3. Sedating antidepressants
They are used at low doses primarily to intensify non-REM (deep) sleep. The preferred agents are mirtazapine, trazodone and agomelatine (and mianserin). A second group, trimipramine, doxepin and amitriptyline, is considered less advisable in older patients because of anticholinergic effects, and doxepin and amitriptyline additionally suppress REM sleep. Because the effect on sleep varies sharply by substance, you can look at the effects on the different parameters in the following table:| Antidepressant | Sleep continuity | Deep sleep (SWS) | REM sleep | Other notes |
| Tricyclics | improved | variable | strongly suppressed | limb movements; worsens apnea; anticholinergic |
| SSRIs / SNRIs | reduced | reduced | reduced | limb movements; worsens apnea; activating |
| Bupropion | reduced | neutral | increased | activating / unsettling |
| Trazodone | improved | improved | neutral/increased | sedating |
| Mirtazapine | improved | improved | neutral | sedating (low dose); watch limb movements |
| Agomelatine | improved | neutral | increased | not sedating; melatonergic/circadian |
Takeaway:
Choose a sedating, continuity-improving agent (trazodone, mirtazapine) when insomnia dominates, and be aware that activating antidepressants (SSRIs/SNRIs, bupropion) can worsen sleep and, in the case of SSRIs/SNRIs and tricyclics, aggravate limb movements and apnea. Please start with the lowest dose and only increase it if it doesn't work.

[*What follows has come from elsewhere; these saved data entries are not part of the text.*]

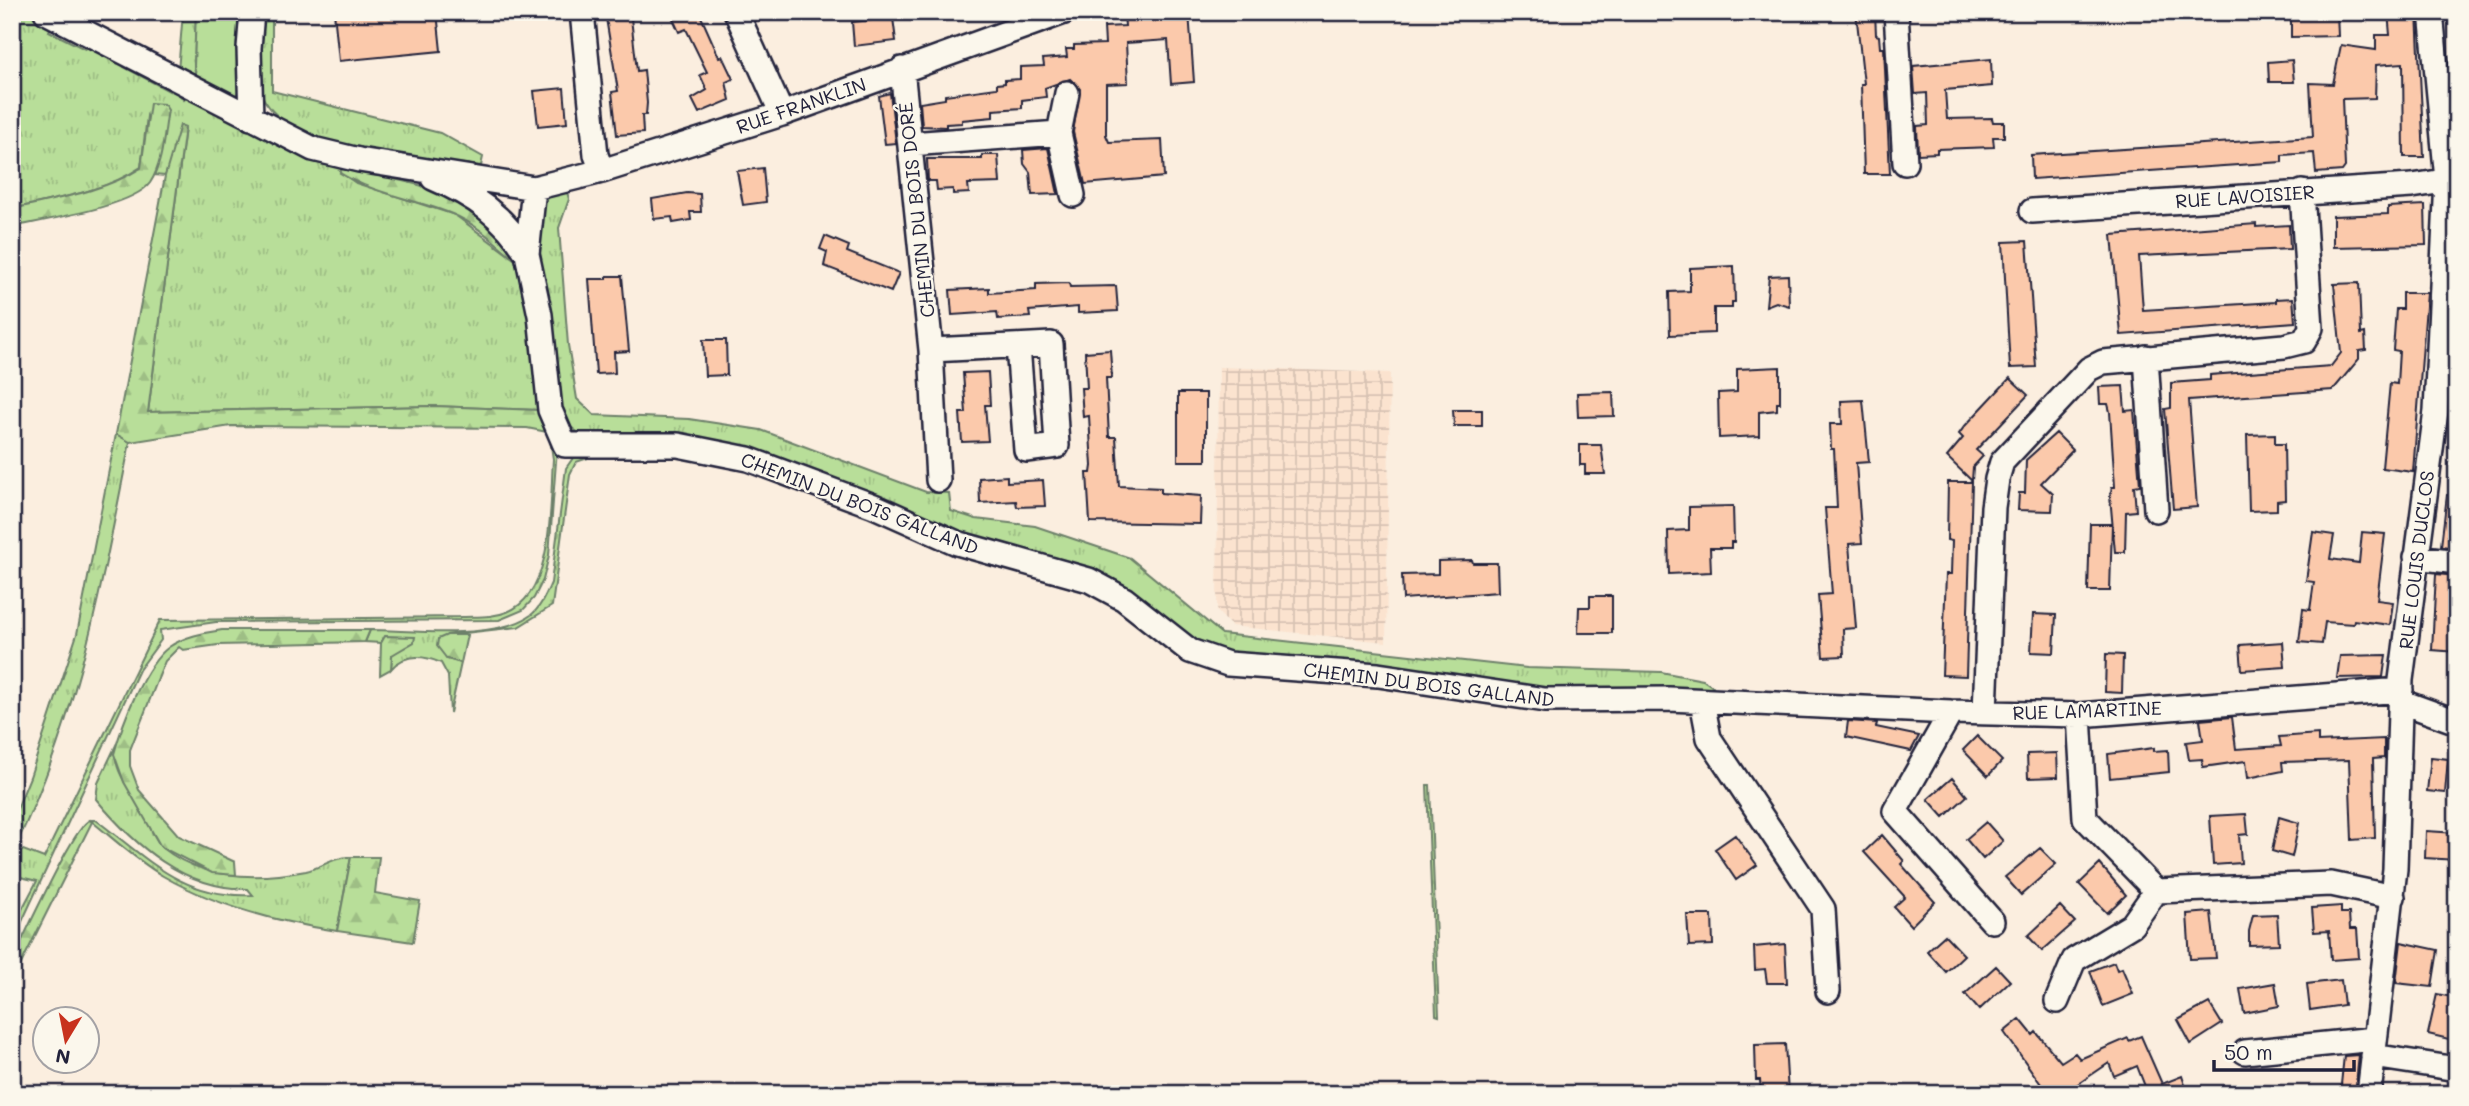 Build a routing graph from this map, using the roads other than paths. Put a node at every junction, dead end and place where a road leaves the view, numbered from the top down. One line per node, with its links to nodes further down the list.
1 (46, 12): 11 (street)
2 (252, 12): 11 (street)
3 (582, 12): 16 (street)
4 (736, 12): 10 (street)
5 (1064, 12): 8 (street, RUE FRANKLIN)
6 (1896, 12): 14 (street)
7 (2431, 12): 17 (street, RUE LOUIS DUCLOS)
8 (902, 69): 10 (street, RUE FRANKLIN); 13 (street, CHEMIN DU BOIS DORÉ)
9 (1067, 93): 12 (street)
10 (782, 114): 16 (street, RUE FRANKLIN)
11 (251, 118): 15 (street)
12 (1059, 133): 13 (street); 20 (street)
13 (910, 144): 24 (street, CHEMIN DU BOIS DORÉ)
14 (1905, 163)
15 (417, 171): 18 (street); 22 (street)
16 (601, 171): 18 (street, RUE FRANKLIN)
17 (2452, 180): 19 (street, RUE LAVOISIER); 28 (street, RUE LOUIS DUCLOS)
18 (534, 188): 22 (street, CHEMIN DU BOIS GALLAND)
19 (2302, 192): 21 (street, RUE LAVOISIER); 25 (street)
20 (1073, 195)
21 (2032, 211)
22 (527, 254): 31 (street, CHEMIN DU BOIS GALLAND)
23 (1018, 345): 24 (street)
24 (931, 350): 26 (street, CHEMIN DU BOIS DORÉ)
25 (2146, 357): 27 (street); 33 (street)
26 (938, 480)
27 (2156, 510)
28 (2416, 557): 29 (street); 30 (street, RUE LOUIS DUCLOS)
29 (2457, 562)
30 (2401, 696): 34 (street, RUE LAMARTINE); 35 (street, RUE LAMARTINE); 37 (street, RUE LOUIS DUCLOS)
31 (1702, 701): 32 (street, RUE LAMARTINE); 39 (street)
32 (1951, 712): 33 (street, RUE LAMARTINE); 38 (street)
33 (1985, 712): 34 (street, RUE LAMARTINE)
34 (2080, 715): 36 (street)
35 (2457, 722)
36 (2156, 891): 37 (street); 40 (street)
37 (2393, 897): 41 (street, RUE LOUIS DUCLOS)
38 (1992, 921)
39 (1828, 991)
40 (2057, 1000)
41 (2374, 1047): 42 (street); 43 (street); 44 (street, RUE LOUIS DUCLOS)
42 (2245, 1052)
43 (2457, 1069)
44 (2370, 1094)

I personally had good results with trazodone (25mg).
4. Antipsychotics (example: quetiapine)
Low-dose quetiapine (12.5-50mg) generally has a good sleep-inducing and sleep-regulating effect, demonstrable on the sleep EEG. However: the evidence base is thin and problematic side effects are possible (only im higher doses), so it is really indicated only when insomnia is accompanied by psychotic symptoms and not as a routine sleep aid. In my opinion, it doesn't hurt to try it at a very low dose as the side effects are practically non-existent and most docs prescribe it without issue.5. Gabapentinoids (GABA-A-active substances)

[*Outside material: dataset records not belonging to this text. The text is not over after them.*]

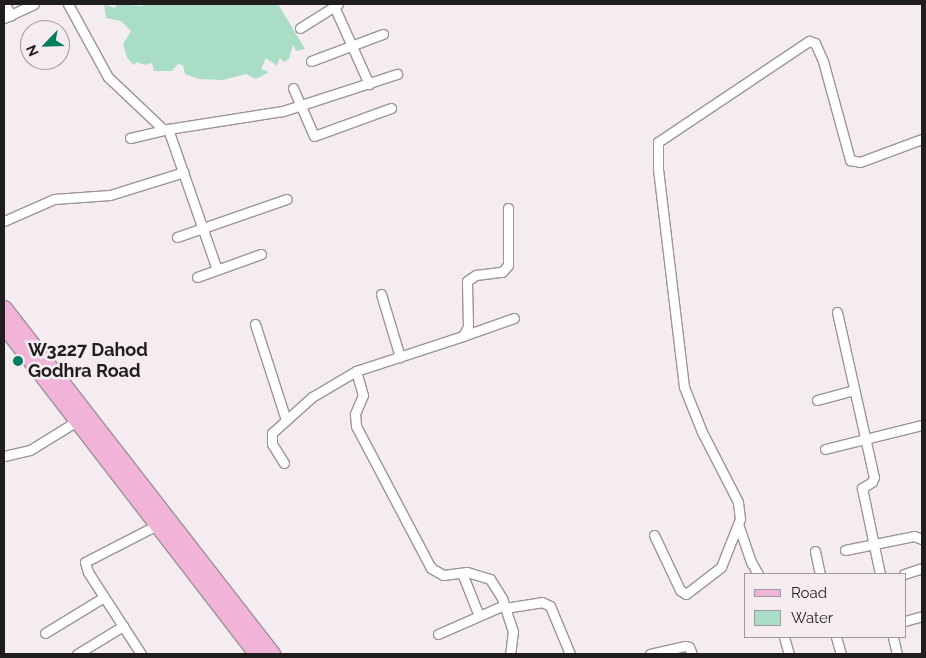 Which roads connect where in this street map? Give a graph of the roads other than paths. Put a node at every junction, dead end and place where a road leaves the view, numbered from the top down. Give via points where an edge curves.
1 (5, 4) edge
2 (34, 4) edge
3 (68, 4) edge
4 (335, 4) edge
5 (7, 17) edge
6 (300, 28) dead end
7 (383, 34) dead end
8 (354, 45) junction
9 (311, 61) dead end
10 (398, 74) dead end
11 (369, 84) junction
12 (293, 88) dead end
13 (301, 107) junction
14 (391, 108) dead end
15 (166, 129) junction
16 (130, 138) dead end
17 (922, 139) edge
18 (184, 172) junction
19 (287, 199) dead end
20 (508, 208) dead end
21 (4, 221) edge
22 (203, 228) junction
23 (177, 237) dead end
24 (261, 254) dead end
25 (217, 270) junction
26 (198, 277) dead end
27 (381, 294) dead end
28 (4, 308) edge
29 (837, 312) dead end
30 (514, 318) dead end
31 (255, 324) dead end
32 (6, 332) edge
33 (463, 336) junction
34 (400, 357) junction
35 (356, 371) junction
36 (854, 390) junction
37 (817, 400) dead end
38 (286, 420) junction
39 (77, 421) junction
40 (922, 425) edge
41 (866, 440) junction
42 (824, 449) dead end
43 (4, 456) edge
44 (284, 463) dead end
45 (738, 524) junction
46 (157, 525) junction
47 (654, 535) dead end
48 (922, 539) edge
49 (873, 543) junction
50 (845, 550) dead end
51 (814, 551) dead end
52 (922, 568) edge
53 (462, 573) junction
54 (758, 573) edge
55 (820, 573) edge
56 (880, 573) edge
57 (906, 573) edge
58 (104, 596) junction
59 (505, 606) junction
60 (479, 616) junction
61 (922, 616) edge
62 (906, 621) edge
63 (123, 626) junction
64 (44, 633) dead end
65 (438, 634) dead end
66 (784, 638) edge
67 (836, 638) edge
68 (893, 638) edge
69 (77, 654) edge
70 (141, 654) edge
71 (257, 654) edge
72 (272, 654) edge
73 (510, 654) edge
74 (570, 654) edge
75 (650, 654) edge
76 (692, 654) edge
77 (789, 654) edge
78 (840, 654) edge
79 (894, 654) edge

1 - 5 street
2 - 5 street
3 - 15 street via 108,77
4 - 6 street
4 - 8 street
7 - 8 street
8 - 9 street
8 - 11 street
10 - 11 street
11 - 13 street
12 - 13 street
13 - 14 street via 314,136
13 - 15 street
15 - 16 street
15 - 18 street
17 - 45 street via 860,162 850,160 823,61 815,44 810,41 658,142 684,387 702,432 738,502
18 - 21 street via 110,195 54,199
18 - 22 street
19 - 22 street
20 - 33 street via 508,265 502,272 476,275 467,281 468,326
22 - 23 street
22 - 25 street
24 - 25 street
25 - 26 street
27 - 34 street
28 - 72 main road
29 - 36 street
30 - 33 street
31 - 38 street
32 - 39 main road
33 - 34 street
34 - 35 street
35 - 38 street via 312,397
35 - 53 street via 363,395 355,414 356,426 431,568 443,575
36 - 37 street
36 - 41 street
38 - 44 street via 270,439
39 - 43 street via 30,450
39 - 46 main road
40 - 41 street
41 - 42 street
41 - 49 street via 874,480 862,488
45 - 47 street via 721,567 686,594 680,590
45 - 54 street
46 - 58 street via 87,558 85,566
46 - 71 main road
48 - 49 street via 914,536
49 - 50 street
49 - 56 street
51 - 55 street
52 - 57 street
53 - 59 street via 490,579
53 - 60 street
58 - 63 street
58 - 64 street
59 - 60 street
59 - 73 street via 513,632
59 - 74 street via 542,602 550,606
60 - 65 street
61 - 62 street
63 - 69 street
63 - 70 street
66 - 77 street
67 - 78 street
68 - 79 street
75 - 76 street via 685,646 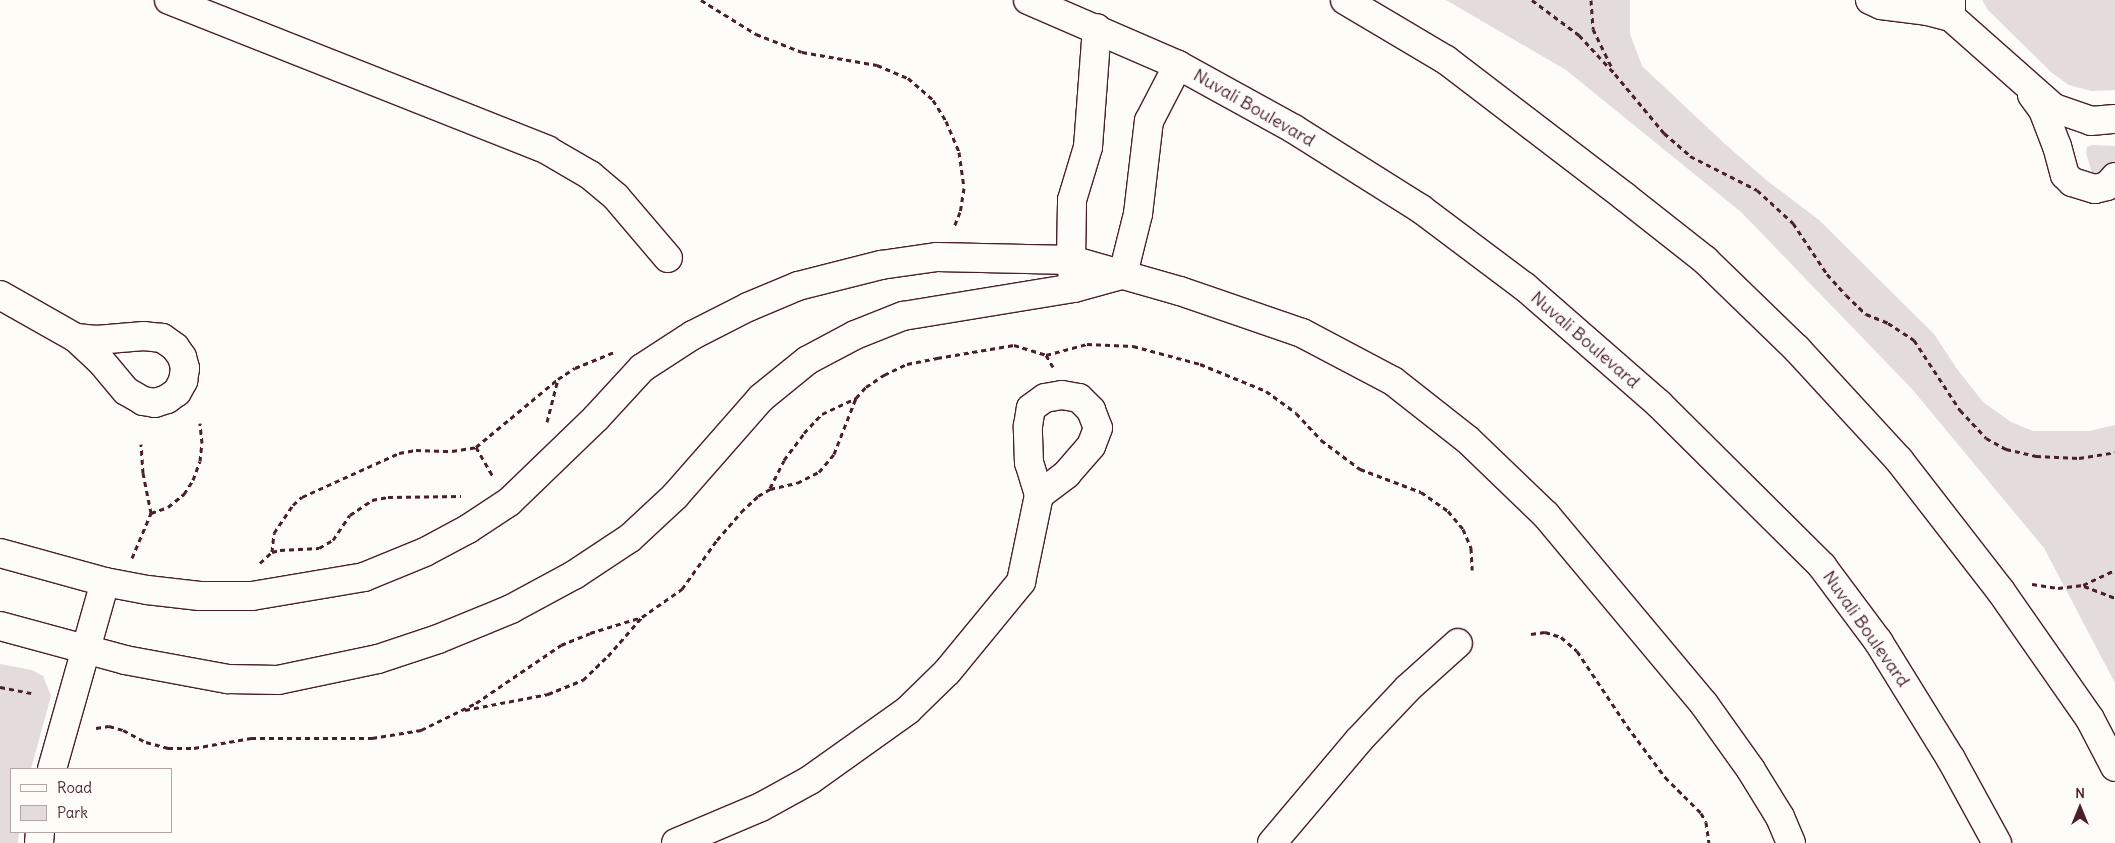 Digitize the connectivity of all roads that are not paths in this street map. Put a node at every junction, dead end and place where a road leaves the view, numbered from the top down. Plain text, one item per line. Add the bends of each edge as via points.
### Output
1 (169, 0) edge
2 (1028, 0) edge
3 (1345, 0) edge
4 (1870, 0) edge
5 (1951, 9) edge
6 (1097, 28) junction
7 (1178, 64) junction
8 (2023, 84) junction
9 (2115, 119) edge
10 (2115, 177) edge
11 (668, 258) dead end
12 (1070, 260) junction
13 (1123, 274) junction
14 (1074, 288) junction
15 (0, 295) edge
16 (76, 338) dead end
17 (1039, 495) dead end
18 (0, 553) edge
19 (105, 582) junction
20 (0, 626) edge
21 (1458, 643) dead end
22 (86, 650) junction
23 (2115, 767) edge
24 (52, 768) edge
25 (676, 843) edge
26 (1272, 843) edge
27 (1791, 843) edge
28 (1998, 843) edge

1 - 11 street via 547,150 590,175 616,197
2 - 6 street, Nuvali Boulevard
3 - 23 street via 1446,60 1705,260 1797,349 1900,460 2000,590 2090,719
4 - 5 street via 1882,5 1927,11
5 - 8 street
6 - 7 street, Nuvali Boulevard
6 - 12 street via 1088,147 1072,200
7 - 13 street via 1149,121 1138,214
7 - 28 street, Nuvali Boulevard via 1294,129 1420,209 1525,287 1659,404 1822,566 1878,641
8 - 9 street via 2054,108 2072,116 2091,121
8 - 10 street via 2043,110 2066,175 2072,182 2095,189 2107,186
12 - 13 street
12 - 14 street
12 - 19 street via 937,257 909,261 798,286 748,307 642,368 509,502 425,552 364,577 252,596 200,596
13 - 14 street
13 - 27 street via 1302,333 1393,381 1468,440 1546,515 1704,704 1751,770 1780,817
14 - 22 street via 902,316 855,335 808,360 761,398 675,496 630,538 511,609 438,639 378,659 278,680 228,679 182,673
15 - 16 street
17 - 25 street via 1021,582 947,672 908,710 810,780 761,807
18 - 19 street
19 - 22 street
20 - 22 street
21 - 26 street via 1408,688 1359,740
22 - 24 street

Gabapentin and pregabalin (and gaboxadol) intensify non-REM sleep and are positioned for insomnia that occurs together with pain and anxiety symptoms, where they can address the comorbidity and the sleep problem at once. So instead of taking it at parties (which is absolute cope imo, there are better anxiety meds for that) maybe try low dose pregab at night for bettter sleep.6. Prolonged-release melatonin (Circadin)

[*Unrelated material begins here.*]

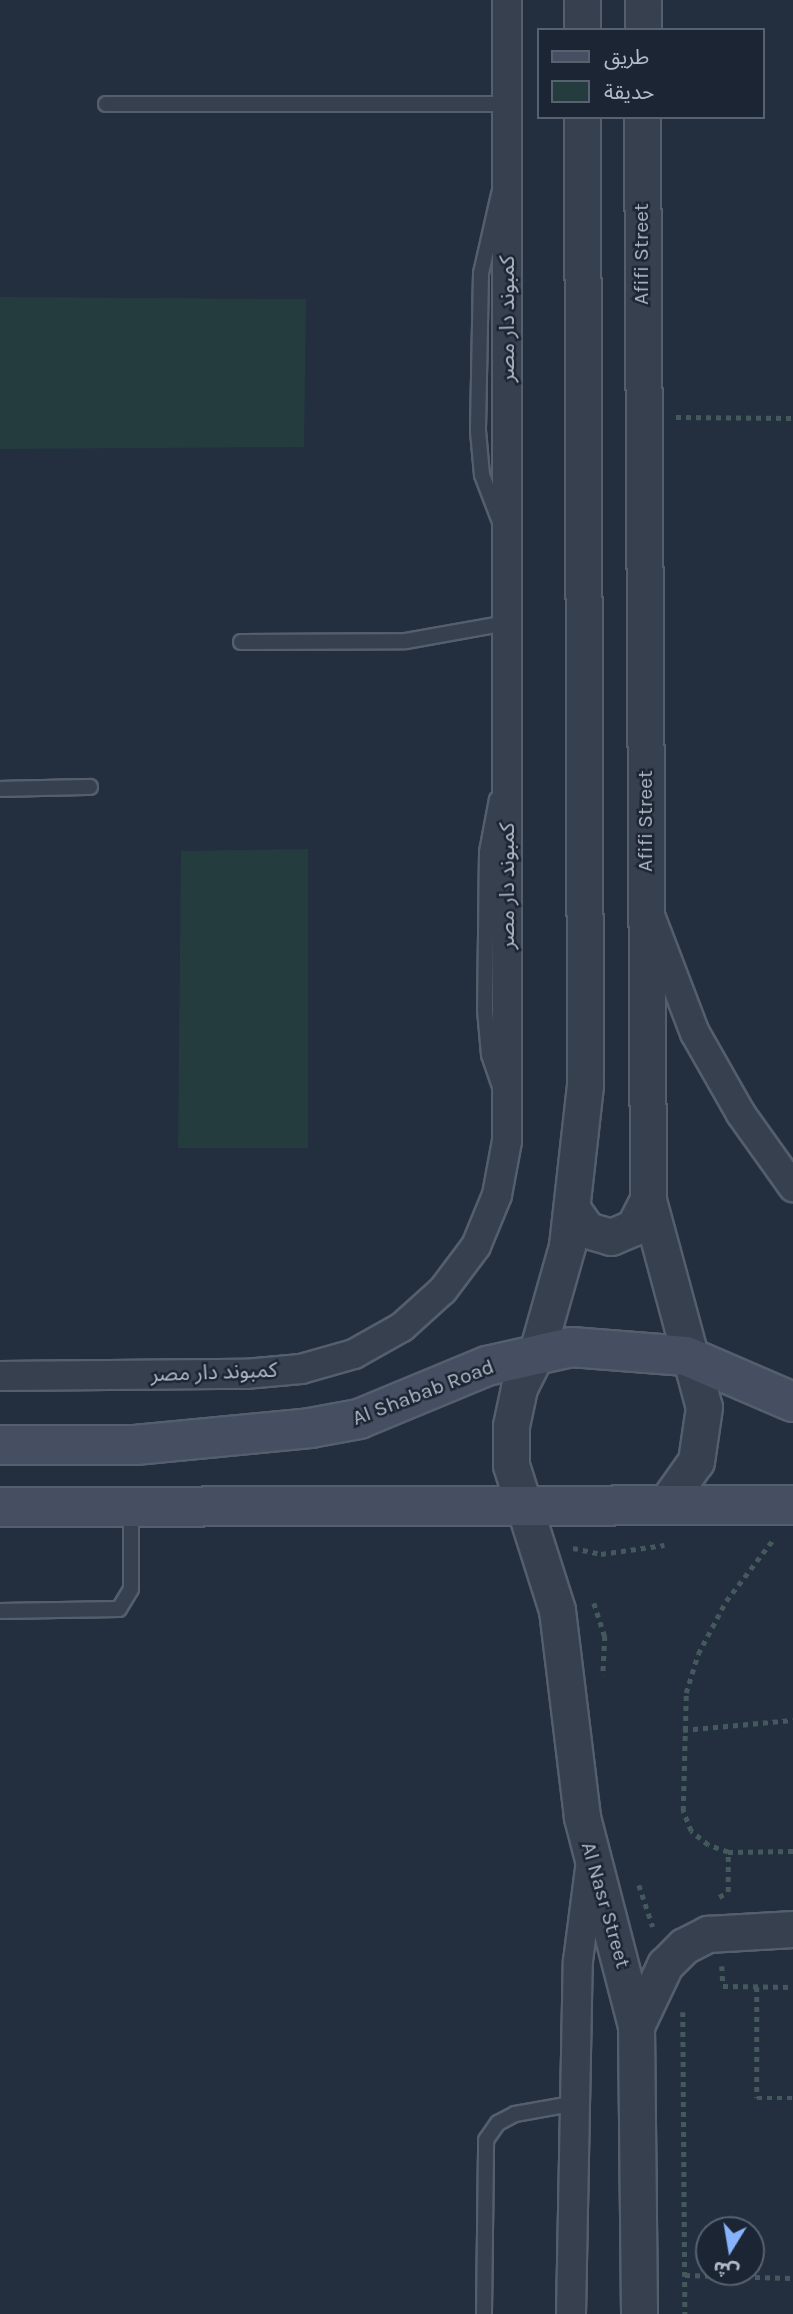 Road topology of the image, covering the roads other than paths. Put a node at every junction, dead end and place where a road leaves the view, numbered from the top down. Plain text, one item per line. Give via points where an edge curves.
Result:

Aimed at patients over about 55. It is not a sedative hypnotic but works on circadian timing. Occasional side effects noted include irritability, nervousness, restlessness, paradoxical insomnia, nightmares, migraine, psychomotor hyperactivity and hyperbilirubinemia. In short: It's shit, don't even bother.7. Daridorexant (dual orexin-receptor antagonist)
This is the standout “modern” agent and the main advance over older treatment. By blocking the wake-promoting orexin system, it lowers hyperarousal rather than sedating the brain. In a high-quality trial (Mignot et al., Lancet Neurology, 2022), daridorexant 50 mg significantly improved objective measures, latency to persistent sleep and wake-after-sleep-onset, at both one and three months versus placebo.Why daridorexant is the best: it increases both non-REM and REM sleep and does not distort sleep architecture. It intensifies a normal sleep profile with no daytime sleepiness and only rare side effects (headache, some sleepiness, dizziness). This is the key contrast with benzodiazepines, which buy sleep at the cost of natural architecture and carry hangover and dependence risk!
Inb4 "muhh melatonin": There isn't even the slightest bit of data suggesting that it works for chronic insomnia. It can help with jet-lag but even for that the data is very minimal.